目的：构建卡波氏肉瘤病毒（Kaposi′s sarcoma-associated herpesvirus，KSHV）K9基因的重组慢病毒载体，并探究 K9基因编码的病毒干扰素调节因子1（viral IFN regulatory factor 1，vIRF1）对人脐静脉血管内皮细胞（HUVECs）增殖的影响。方法：根据 K9基因的核酸序列设计聚合酶链式反应（PCR）的上下游引物。以实验室已有的真核表达载体 pCI-K9-Flag 为模板，PCR 扩增 K9基因序列。PCR 产物经限制性内切酶双酶切后插入慢病毒载体 pHAGE-CMV-MCS-Izs-Green（简称 pHAGE）中，构建重组慢病毒质粒 pHAGE-K9。将 pHAGE-K9质粒与包膜质粒 pMD2．G、包装质粒 psPAX2共同转染人胚肾上皮细胞（293 T 细胞），包装 K9基因的重组慢病毒。采用病毒梯度稀释法测定病毒滴度。慢病毒感染 HUVECs 后，观察绿色荧光蛋白（GFP）的表达，蛋白质印迹法检测 HUVECs 中 K9编码的 vIRF1蛋白的表达。采用流式分选技术获得稳定表达 vIRF1蛋白的 HUVECs。运用细胞增殖实验检测 vIRF1对 HUVECs 增殖的影响。结果：核酸序列测定结果表明，重组慢病毒质粒 pHAGE-K9构建成功。蛋白质印迹结果显示，K9基因重组慢病毒感染 HUVECs 后其编码蛋白成功表达。细胞增殖实验结果表明，稳定表达 vIRF1的 HUVECs 增殖能力显著强于对照组。结论：KSHV K9基因编码的 vIRF1能够促进 HUVECs 的增殖。

英文摘要：

Objective：To construct the recombinant plasmid carrying K9 gene of Kaposi′s sarcoma-as-sociated herpesvirus（KSHV）,and to explore the effect of K9 encoded protein vIRF1 on the proliferation of human umbilical vein endothelial cells（HUVECs）.Methods：According to the sequence of K9,forward and reverse PCR primers with XhoⅠ and BamHⅠrestriction endonucleases sites were designed.Then the expression plasmid pCI-K9-Flag was used as template to amplify K9.Subsequently,PCR product digested by restriction endonucleases was inserted into pHAGE-CMV-MCS-Izs-Green vector （abbreviated as pHAGE）to construct recombinant plasmid pHAGE-K9.Then pHAGE-K9,package plasmid psPAX2 and envelope plasmid pMD2.G were co-transfected into the 293 T cells to produce lentivirus.The viral titer was determined by gradient dilution.Next,pHAGE-K9 lentivirus infected HUVECs was observed and the expression of vIRF1 protein was detected by Western blotting.Cells expressing vIRF1 were sorted by flow cytometry.Finally,the effect of vIRF1 on the proliferation of HUVECs was measured by CCK-8 assay.
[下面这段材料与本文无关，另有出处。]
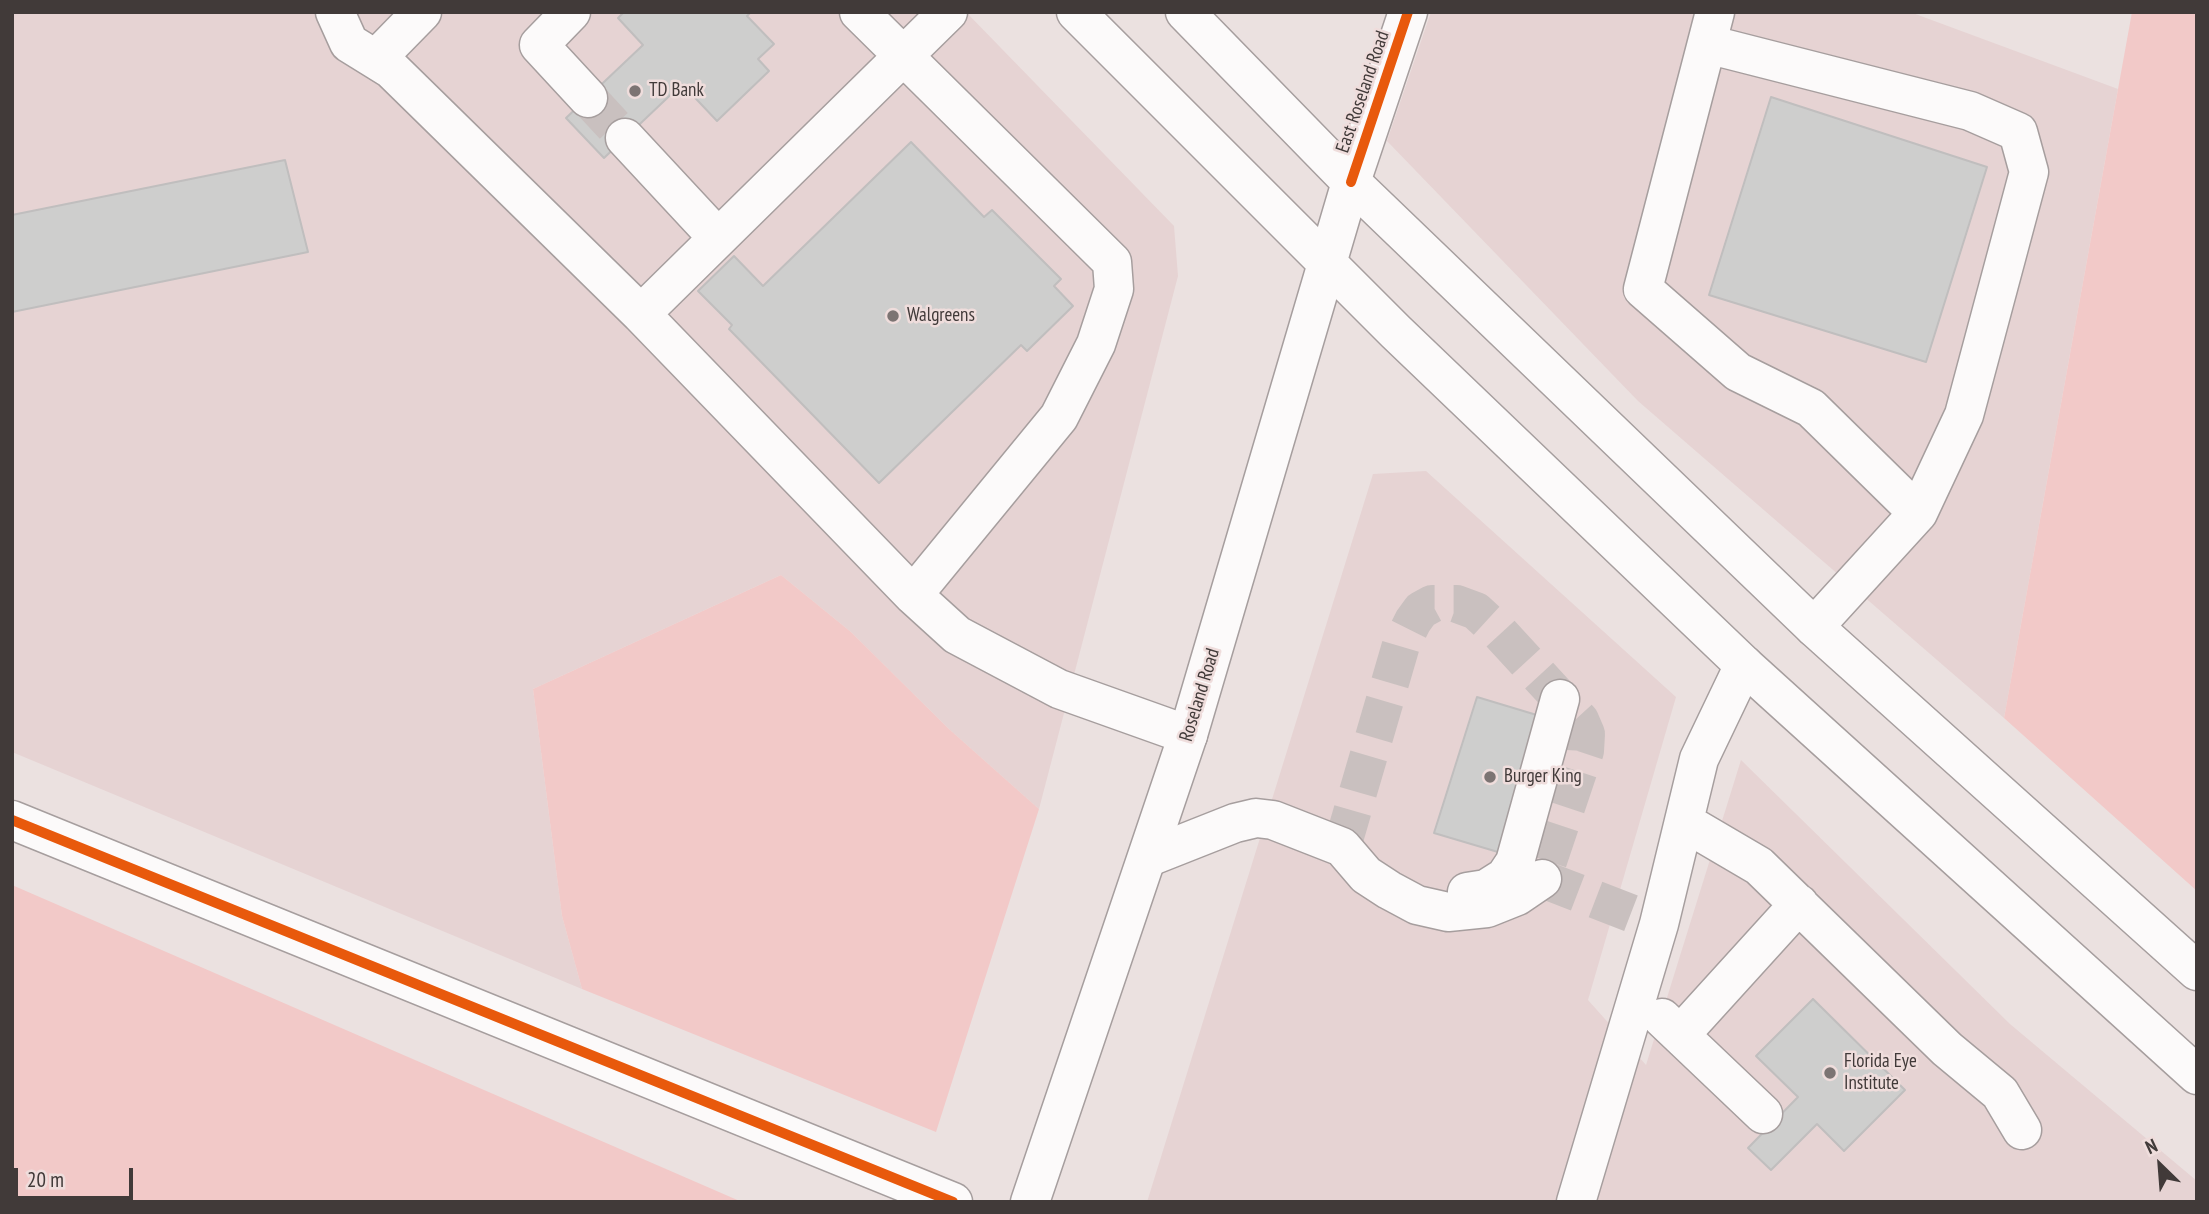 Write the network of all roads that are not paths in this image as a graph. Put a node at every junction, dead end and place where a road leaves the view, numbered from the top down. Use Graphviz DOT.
graph roads {
  1 [pos="335,12"];
  2 [pos="422,12"];
  3 [pos="571,12"];
  4 [pos="859,12"];
  5 [pos="948,12"];
  6 [pos="1076,12"];
  7 [pos="1185,12"];
  8 [pos="1408,12"];
  9 [pos="1711,28"];
  10 [pos="902,57"];
  11 [pos="376,59"];
  12 [pos="588,98"];
  13 [pos="625,138"];
  14 [pos="1351,182"];
  15 [pos="718,238"];
  16 [pos="1326,264"];
  17 [pos="641,314"];
  18 [pos="1917,513"];
  19 [pos="913,595"];
  20 [pos="1814,627"];
  21 [pos="1744,666"];
  22 [pos="1560,699"];
  23 [pos="1188,735"];
  24 [pos="12,820"];
  25 [pos="1684,822"];
  26 [pos="1342,847"];
  27 [pos="1149,857"];
  28 [pos="1542,879"];
  29 [pos="1798,904"];
  30 [pos="2197,971"];
  31 [pos="1638,995"];
  32 [pos="1680,1035"];
  33 [pos="2197,1075"];
  34 [pos="1763,1114"];
  35 [pos="2022,1130"];
  36 [pos="953,1202"];
  37 [pos="1030,1202"];
  38 [pos="1576,1202"];
  1 -- 11 [label="main road"];
  2 -- 11 [label="main road"];
  3 -- 12 [label="main road"];
  4 -- 10 [label="main road"];
  5 -- 10 [label="main road"];
  6 -- 16 [label="main road"];
  7 -- 14 [label="main road"];
  8 -- 14 [label="main road, East Roseland Road"];
  9 -- 18 [label="main road"];
  9 -- 18 [label="main road"];
  10 -- 15 [label="main road"];
  10 -- 19 [label="main road"];
  11 -- 17 [label="main road"];
  13 -- 15 [label="main road"];
  14 -- 16 [label="main road, Roseland Road"];
  14 -- 20 [label="main road"];
  15 -- 17 [label="main road"];
  16 -- 21 [label="main road"];
  16 -- 23 [label="main road, Roseland Road"];
  17 -- 19 [label="main road"];
  18 -- 20 [label="main road"];
  19 -- 23 [label="main road"];
  20 -- 30 [label="main road"];
  21 -- 25 [label="main road"];
  21 -- 33 [label="main road"];
  22 -- 26 [label="main road"];
  23 -- 27 [label="main road, Roseland Road"];
  24 -- 36 [label="main road"];
  25 -- 29 [label="main road"];
  25 -- 31 [label="main road"];
  26 -- 27 [label="main road"];
  26 -- 28 [label="main road"];
  27 -- 37 [label="main road, Roseland Road"];
  29 -- 32 [label="main road"];
  29 -- 35 [label="main road"];
  31 -- 32 [label="main road"];
  31 -- 38 [label="main road"];
  32 -- 34 [label="main road"];
} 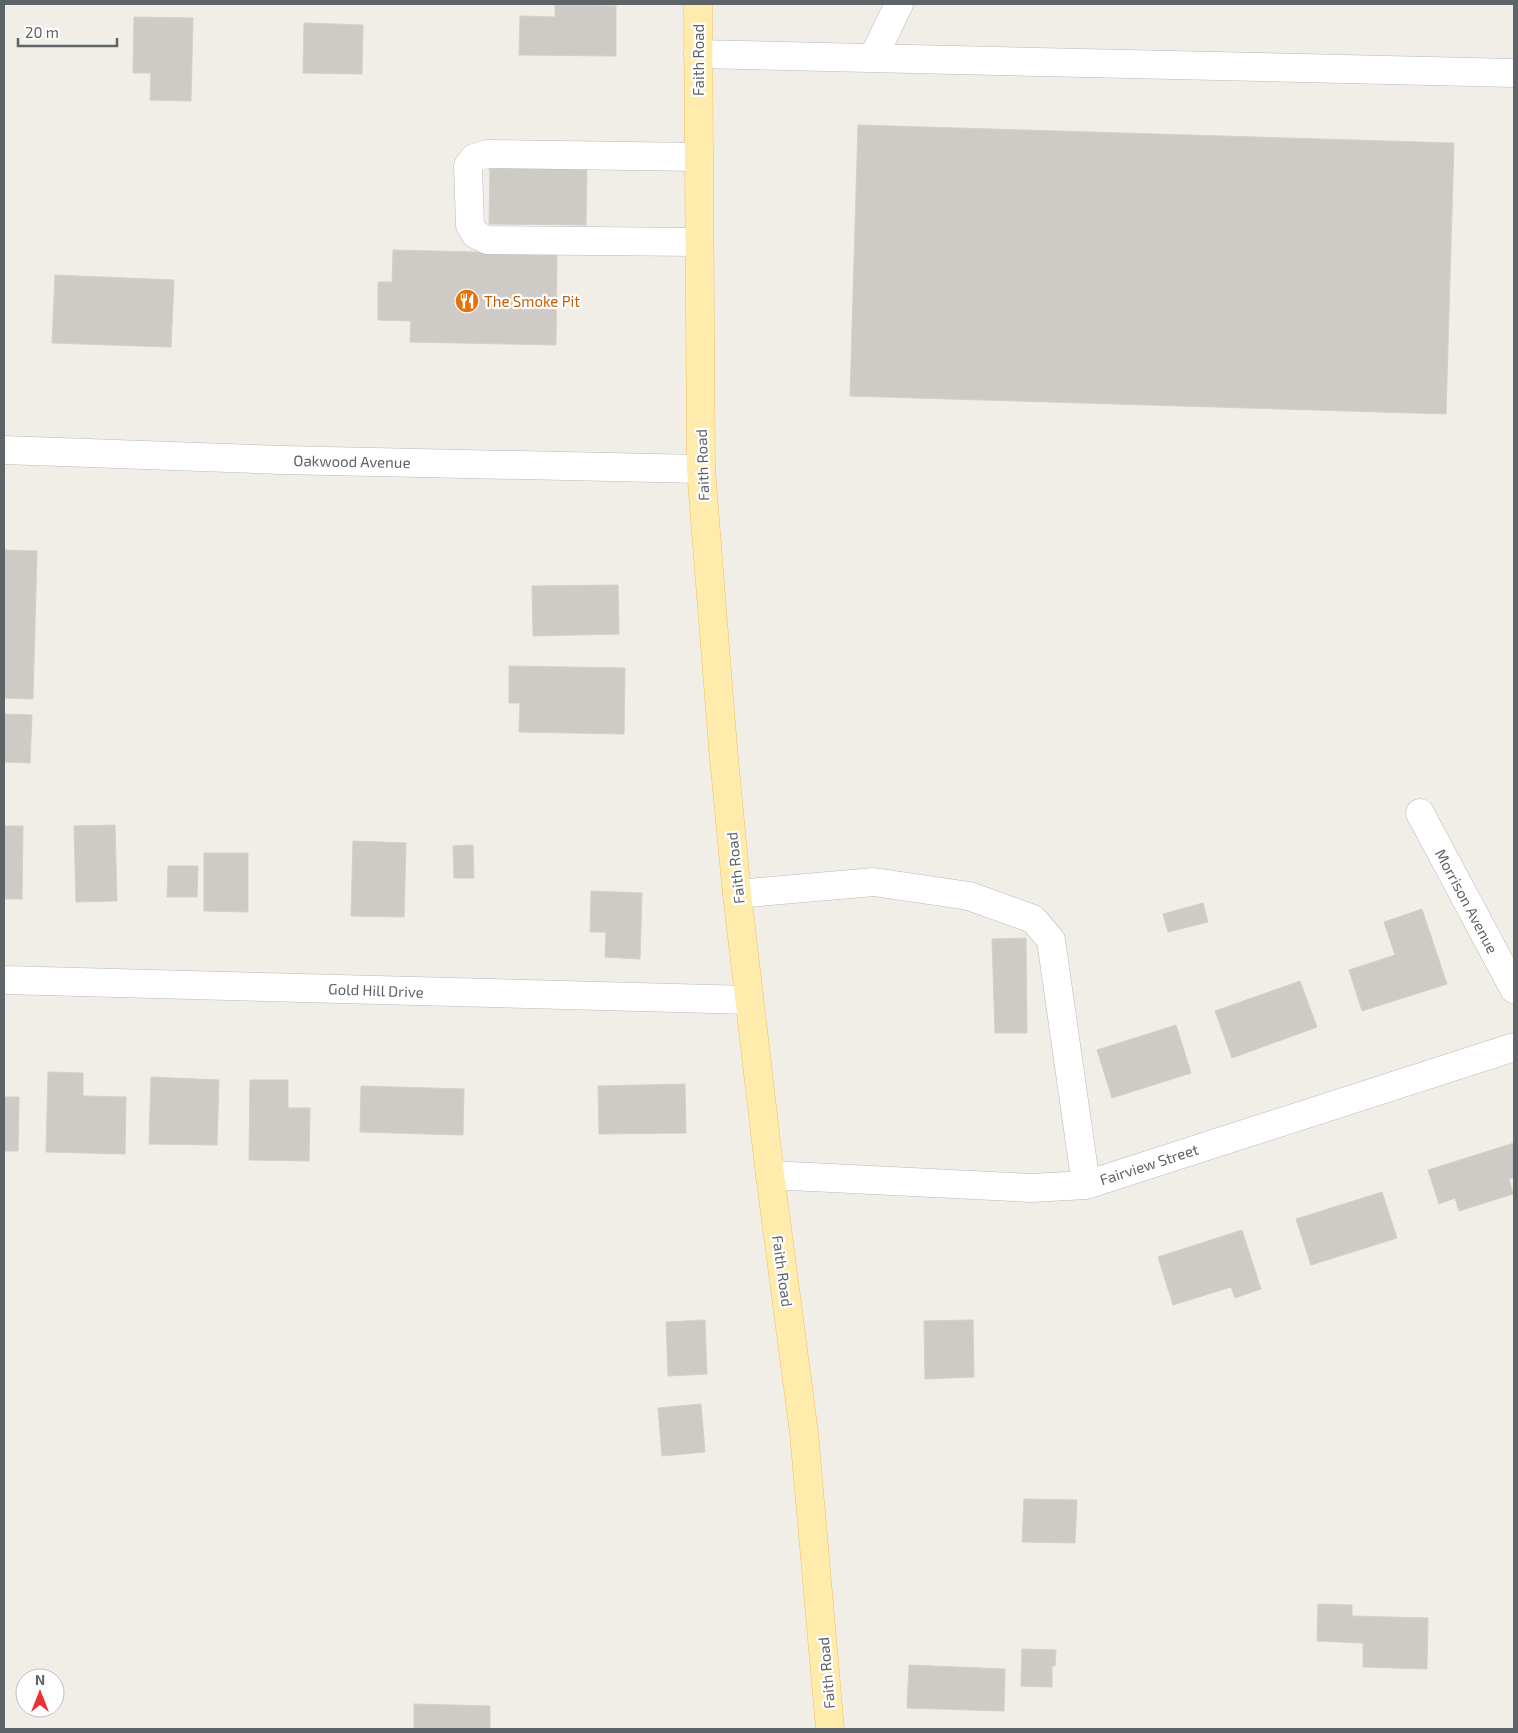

Results：Based on sequencing of recombinant plasmid corresponded with K9 gene,it was validated that recombinant plasmid was successful constructed.Western blotting showed lentivirus-infected HUVECs＆nbsp;expressed vIRF1 successfully.The result of CCK-8 showed that compared with control group,proliferation of HUVECs stablely expressing vIRF1 was significantly increased （P 〈0.01,n =5）.Conclusion：KSHV K9 encoded protein,vIRF1,enhanced the proliferation of HUVECs.